46 yıl evvel Hakkın rahmetine kavuştu. Vazifesini tamamlayıp mübarek emaneti Rahmana teslim etti. “İman insanı insan eder belki insanı sultan eder. Hakiki imanı elde eden kainata meydan okuyabilir” vecizesine masadak oldu.
Ruhunda hissettiği büyük boşluğu, Kur’ân-ı Azimüşşan’ın mükemmel tefsiri olan Risale-i Nurla doldurdu. O, artık hakiki imanı elde etmiş ve kâinata meydan okuyordu. Gizli din düşmanlarının en faal ve en etkili oldukları, güvenlik görevlilerini, mahkemeleri yanılttıkları, dine hizmet etmekten başka hiçbir gayeleri olmayan insanların tahammül sınırlarını aşan baskılara maruz kaldıkları bir dönemde hizmet etti. Afyon Ağır Ceza Hakiminin;
“Risale-i Nur’un talebesi imişsin?” Sözlerine karşılık; “Evet, Risale-i Nur talebesi olduğumu memnuniyetle ve ilan edercesine söyleyebilirim. İnkâr etmek, Risale-i Nur’un bana verdiği fazilet dersleriyle zıt olduğu için, bu cürmü işlemem. Risale-i Nur okuyucusu olan bir kimse okuduğunu gizleyemez; bilakis, iftiharla bilaperva söylemekten çekinmez…” diyerek karşılık verecektir.
Kafkas asıllı, Konya’nın Ermenek ilçesine yerleşmiş bir ailenin çocuğu olarak dünyaya geldi (1920). Asıl adı Ziver olup Üstad, Zübeyir bin Avvam Hazretlerine atfen ismini Zübeyir olarak değiştirmiş ve bu isimle tanınmıştır. İlköğretimini Ermenek’te yaptıktan sonra ortaokulu Silifke’de okuyup bitirdi (1939). Bu tarihten itibaren önce Ermenek’te sonra Konya’da Posta telgraf muhabere memuru olarak çalıştı. Konya’da bulunduğu sıralarda Nurlarla tanıştı ve ömrünün sonuna kadar iman hizmetini en güzel şekilde ifa etti.

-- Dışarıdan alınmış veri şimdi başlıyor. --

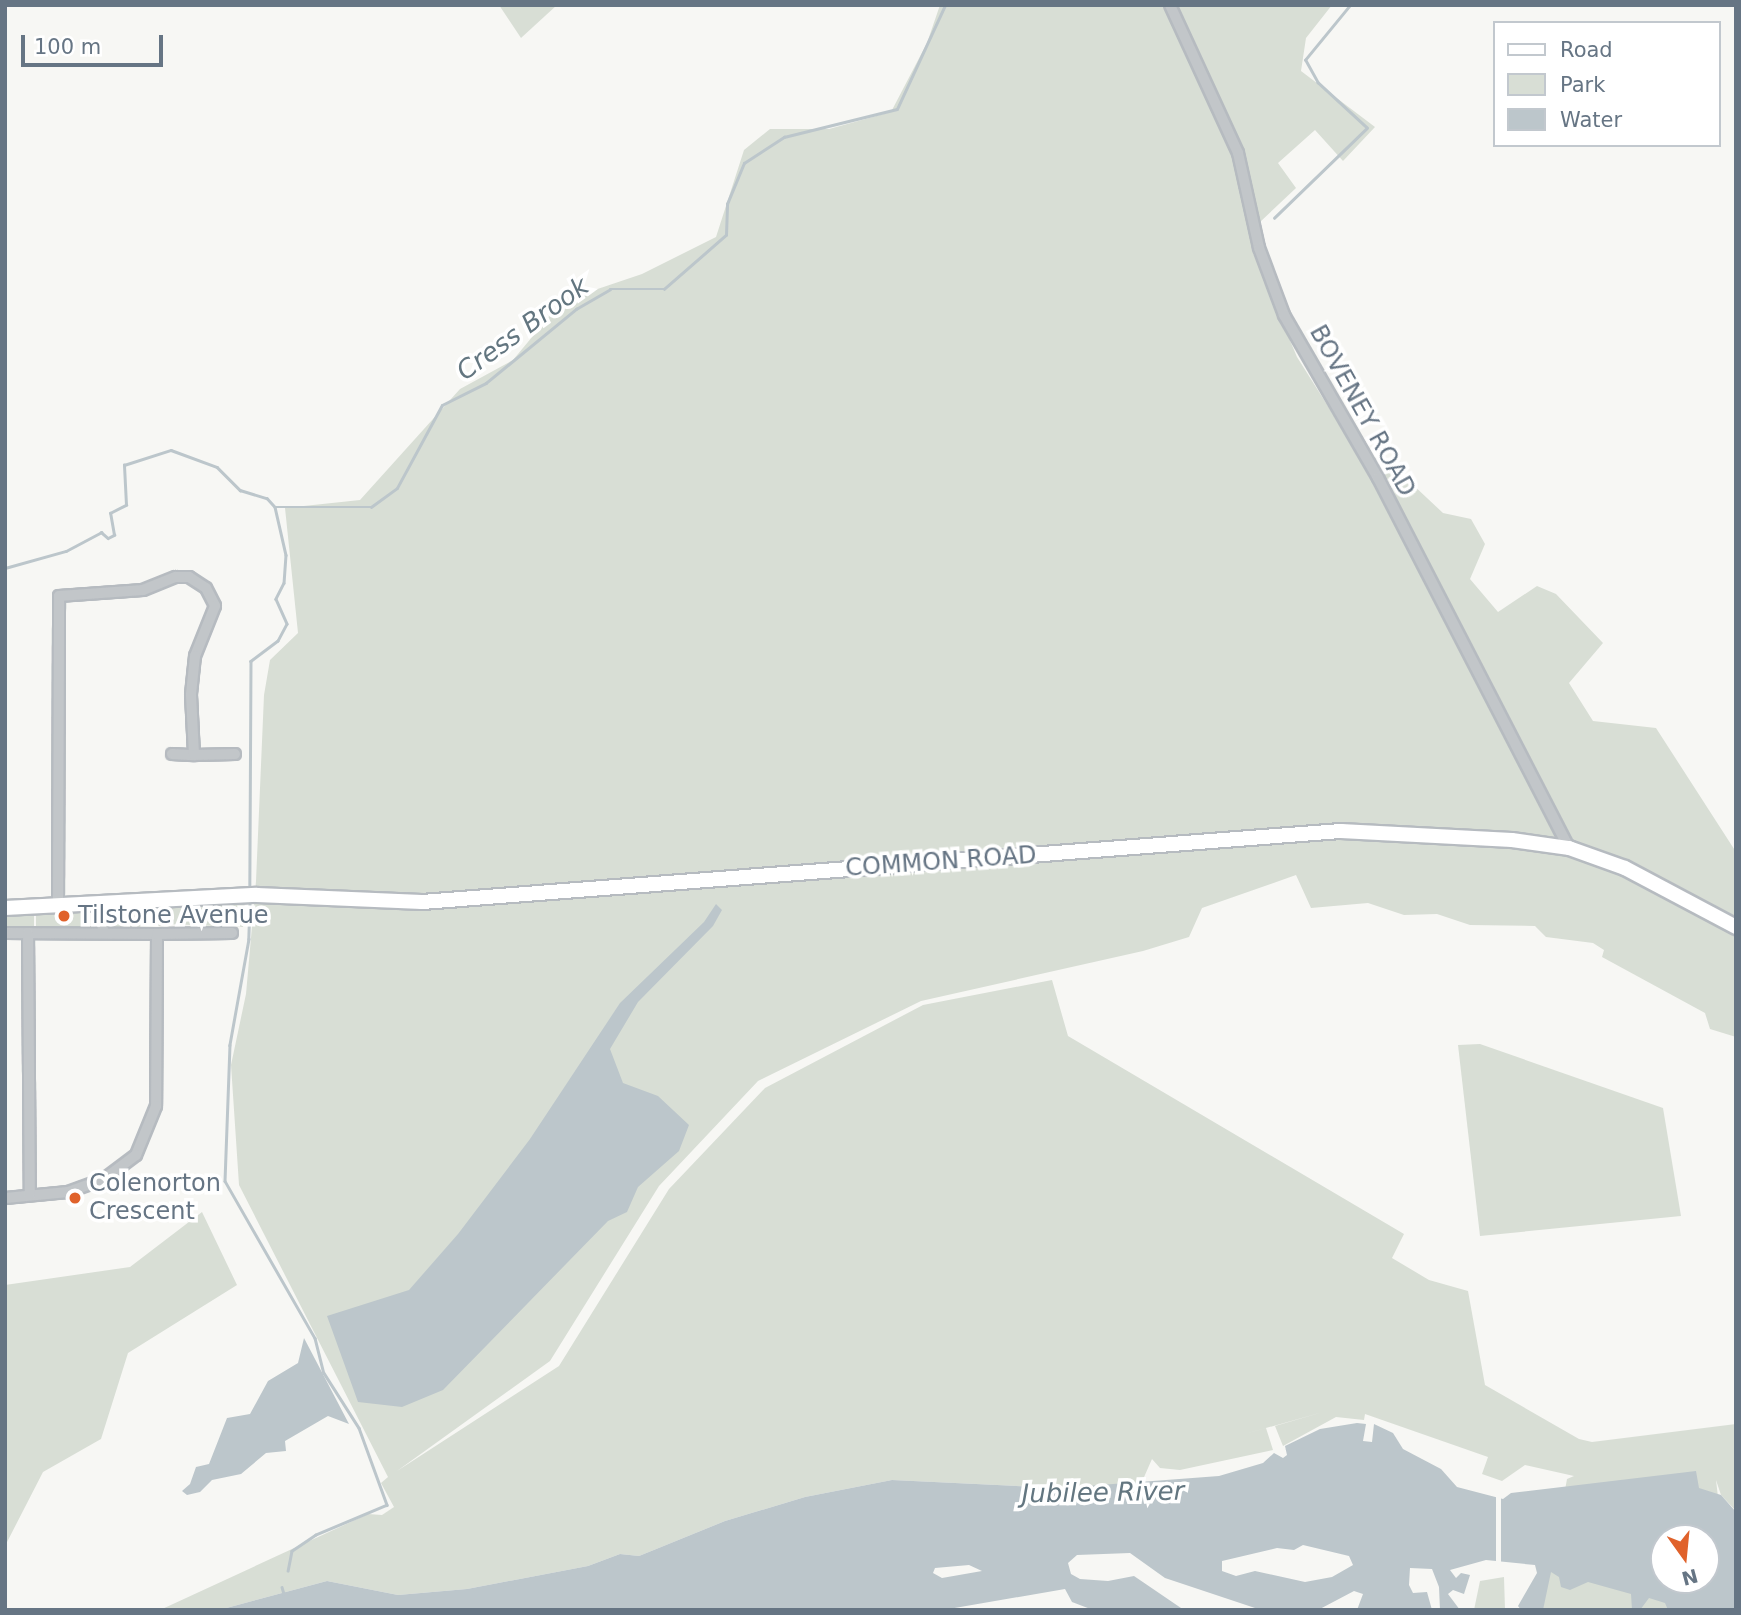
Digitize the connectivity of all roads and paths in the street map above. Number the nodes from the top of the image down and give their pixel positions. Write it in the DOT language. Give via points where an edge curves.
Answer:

Emirdağ’da Üstad’ı ziyaret edip(1946) yanında kalmak istediğini bildirdi ancak, memuriyetine devam etmesi, daha sonra yanına alınacağı cevabını aldı. 1948’de Afyon’da tutuklanarak Bediüzzaman’la birlikte altı ay hapis yattı. Bu tarihten itibaren Üstadın vefatına kadar hep yanında kaldı.

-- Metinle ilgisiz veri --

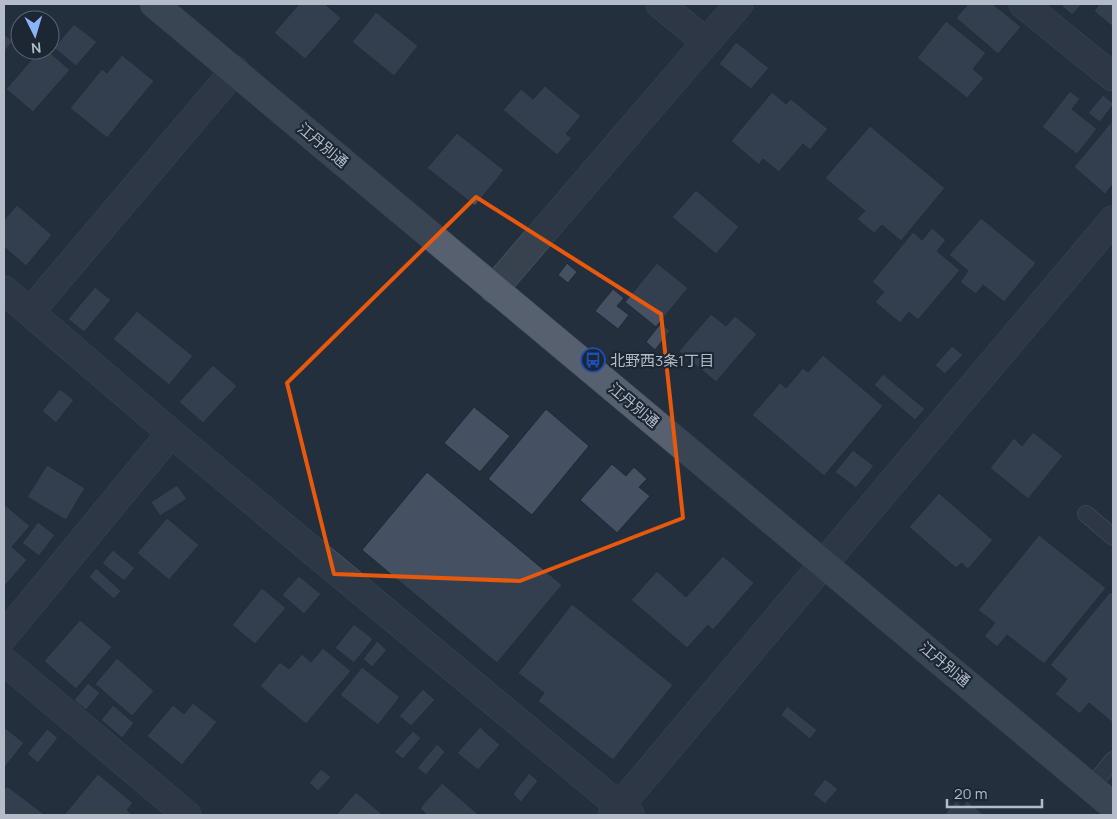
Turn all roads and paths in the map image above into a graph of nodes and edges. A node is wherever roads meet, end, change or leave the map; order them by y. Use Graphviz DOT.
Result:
graph roads {
  1 [pos="154,4"];
  2 [pos="660,4"];
  3 [pos="739,4"];
  4 [pos="1022,4"];
  5 [pos="706,42"];
  6 [pos="235,70"];
  7 [pos="1113,77"];
  8 [pos="1113,220"];
  9 [pos="494,289"];
  10 [pos="4,290"];
  11 [pos="30,312"];
  12 [pos="171,433"];
  13 [pos="1086,514"];
  14 [pos="1113,537"];
  15 [pos="824,563"];
  16 [pos="4,636"];
  17 [pos="4,661"];
  18 [pos="1113,760"];
  19 [pos="1091,787"];
  20 [pos="1113,806"];
  21 [pos="621,812"];
  22 [pos="187,815"];
  1 -- 6 [label="main road, 江丹別通"];
  2 -- 5 [label="street"];
  3 -- 5 [label="street"];
  4 -- 7 [label="street"];
  5 -- 9 [label="street"];
  6 -- 9 [label="main road, 江丹別通"];
  6 -- 11 [label="street"];
  8 -- 15 [label="street"];
  9 -- 15 [label="main road, 江丹別通"];
  10 -- 11 [label="street"];
  11 -- 12 [label="street"];
  12 -- 16 [label="street"];
  12 -- 21 [label="street"];
  13 -- 14 [label="lane"];
  15 -- 19 [label="main road, 江丹別通"];
  15 -- 21 [label="street"];
  17 -- 22 [label="street"];
  18 -- 19 [label="lane"];
  19 -- 20 [label="main road, 江丹別通"];
}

Üstad’la hapis yatarken yanlışlıkla serbest bırakıldığında bu fırsattan yararlanıp özgürlüğüne kavuşma şansına sahipti ancak, o, yapılan yanlışlığa itiraz ederek tahliyeyi engelledi ve böylece Üstadından ayrılmadı. Nurcuların takibata uğradığı, kanunsuz bir şekilde tutuklandıkları, eziyet gördükleri hengamda, Risale-i Nurları okuduğunu söyleyerek kendi kendini ihbar etti. Her halükarda iman hakikatlerini mahkumlara, savcılara, hakimlere izah ediyordu. Çünkü, onun tespitlerine göre Risale-i Nurları okuyan hakimler, yanlış hüküm vermezlerdi. Nitekim Risale-i Nurlar ve Nurcular hakkında açılan yüzlerce dava, beraatla neticelendi.

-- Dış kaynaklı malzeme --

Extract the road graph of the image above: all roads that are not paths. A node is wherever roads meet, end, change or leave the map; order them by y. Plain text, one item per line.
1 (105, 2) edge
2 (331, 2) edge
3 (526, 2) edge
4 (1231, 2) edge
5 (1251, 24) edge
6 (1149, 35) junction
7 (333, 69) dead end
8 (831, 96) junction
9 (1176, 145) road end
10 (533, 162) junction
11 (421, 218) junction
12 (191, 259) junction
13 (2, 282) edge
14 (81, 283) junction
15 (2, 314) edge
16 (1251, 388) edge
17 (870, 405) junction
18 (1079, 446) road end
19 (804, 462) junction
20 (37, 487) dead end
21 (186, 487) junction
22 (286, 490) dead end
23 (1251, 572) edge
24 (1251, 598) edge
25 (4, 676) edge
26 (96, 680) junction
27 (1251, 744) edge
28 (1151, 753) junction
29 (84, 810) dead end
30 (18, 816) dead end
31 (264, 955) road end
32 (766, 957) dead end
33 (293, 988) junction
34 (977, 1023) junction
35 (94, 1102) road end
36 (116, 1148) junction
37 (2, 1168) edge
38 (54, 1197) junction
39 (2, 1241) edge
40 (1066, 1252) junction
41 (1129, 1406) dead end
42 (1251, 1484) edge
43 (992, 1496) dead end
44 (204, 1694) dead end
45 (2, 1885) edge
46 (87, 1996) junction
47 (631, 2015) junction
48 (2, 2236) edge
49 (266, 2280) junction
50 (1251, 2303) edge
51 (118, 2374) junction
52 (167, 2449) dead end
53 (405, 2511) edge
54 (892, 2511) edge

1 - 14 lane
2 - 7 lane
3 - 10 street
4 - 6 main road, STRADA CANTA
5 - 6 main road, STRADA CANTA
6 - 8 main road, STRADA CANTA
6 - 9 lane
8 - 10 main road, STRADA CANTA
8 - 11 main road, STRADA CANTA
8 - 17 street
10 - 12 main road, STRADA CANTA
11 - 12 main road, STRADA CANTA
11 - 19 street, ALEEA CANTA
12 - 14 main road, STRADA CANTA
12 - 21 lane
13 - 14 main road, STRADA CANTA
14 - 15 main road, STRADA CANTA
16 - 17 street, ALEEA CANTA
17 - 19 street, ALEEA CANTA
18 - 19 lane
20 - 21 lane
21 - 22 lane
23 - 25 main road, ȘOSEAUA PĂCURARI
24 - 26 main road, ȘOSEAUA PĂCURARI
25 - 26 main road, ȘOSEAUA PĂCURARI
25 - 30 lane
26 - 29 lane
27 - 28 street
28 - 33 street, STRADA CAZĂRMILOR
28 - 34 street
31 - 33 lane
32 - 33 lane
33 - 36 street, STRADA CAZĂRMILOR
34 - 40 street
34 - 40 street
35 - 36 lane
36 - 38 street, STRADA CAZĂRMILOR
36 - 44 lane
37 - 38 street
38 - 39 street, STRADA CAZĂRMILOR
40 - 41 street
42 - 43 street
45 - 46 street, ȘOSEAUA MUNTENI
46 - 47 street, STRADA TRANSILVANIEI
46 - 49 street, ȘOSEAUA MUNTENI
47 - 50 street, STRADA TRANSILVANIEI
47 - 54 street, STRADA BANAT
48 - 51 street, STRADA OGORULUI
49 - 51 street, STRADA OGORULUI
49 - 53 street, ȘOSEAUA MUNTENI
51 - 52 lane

Zübeyir Gündüzalp, Nurların “Kara Sevdalı”sıdır. İnsanların imanını kurtarmaya vesile olmak için gecesini gündüzüne katmıştır. İman aşkıyla yanıp tutuşurken Hakime:
“Eğer komünistler mürekkep ve kağıdı yok etmek imkanını da bulsalar, benim gibi birçok gençler ve büyükler fedai olup hakikat hazinesi olan Risale-i Nur’un neşri için, mümkün olsa derimizi kağıt, kanımızı mürekkep yapacağız” der.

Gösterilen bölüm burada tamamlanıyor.